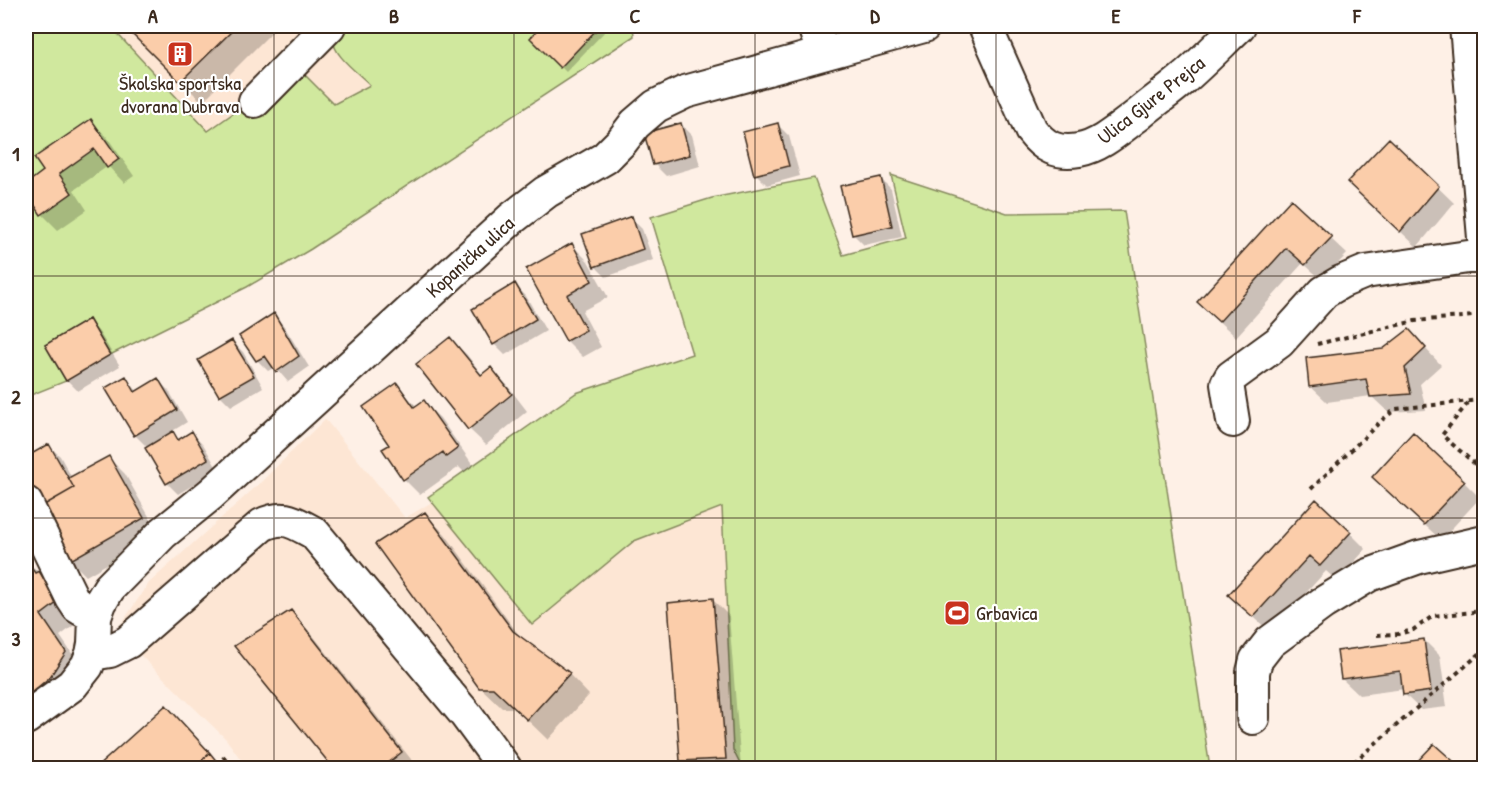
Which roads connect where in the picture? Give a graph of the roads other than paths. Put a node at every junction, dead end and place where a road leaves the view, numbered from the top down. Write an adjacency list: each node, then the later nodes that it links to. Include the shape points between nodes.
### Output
1 (329, 26): 7 (street)
2 (924, 26): 6 (street, Kopanička ulica)
3 (985, 26): 4 (street, Ulica Gjure Prejca, via 1031,130 1039,140 1059,151 1091,147 1117,131 1182,81)
4 (1239, 26)
5 (1466, 26): 8 (street)
6 (819, 39): 14 (street, Kopanička ulica, via 657,106 605,158 546,192 511,219 164,533 110,588)
7 (255, 101)
8 (1480, 124): 9 (street)
9 (1485, 238)
10 (1485, 257): 11 (street, via 1365,272 1324,292 1279,342 1231,377 1227,384)
11 (1233, 421)
12 (26, 503): 14 (street, via 72,598)
13 (1485, 542): 17 (street, via 1419,557 1369,575 1270,642 1256,660 1253,672)
14 (94, 617): 15 (street)
15 (92, 654): 16 (street, via 72,685); 18 (street, via 128,642 262,525 274,519 289,520 314,533)
16 (26, 718)
17 (1253, 718)
18 (506, 768)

::::::

▸ ACTIVITY
Leaving out only the pictures, reproduce the listing exactly.

▸ SOLUTION
Which roads connect where in the picture? Give a graph of the roads other than paths. Put a node at every junction, dead end and place where a road leaves the view, numbered from the top down. Write an adjacency list: each node, then the later nodes that it links to. Include the shape points between nodes.
### Output
1 (329, 26): 7 (street)
2 (924, 26): 6 (street, Kopanička ulica)
3 (985, 26): 4 (street, Ulica Gjure Prejca, via 1031,130 1039,140 1059,151 1091,147 1117,131 1182,81)
4 (1239, 26)
5 (1466, 26): 8 (street)
6 (819, 39): 14 (street, Kopanička ulica, via 657,106 605,158 546,192 511,219 164,533 110,588)
7 (255, 101)
8 (1480, 124): 9 (street)
9 (1485, 238)
10 (1485, 257): 11 (street, via 1365,272 1324,292 1279,342 1231,377 1227,384)
11 (1233, 421)
12 (26, 503): 14 (street, via 72,598)
13 (1485, 542): 17 (street, via 1419,557 1369,575 1270,642 1256,660 1253,672)
14 (94, 617): 15 (street)
15 (92, 654): 16 (street, via 72,685); 18 (street, via 128,642 262,525 274,519 289,520 314,533)
16 (26, 718)
17 (1253, 718)
18 (506, 768)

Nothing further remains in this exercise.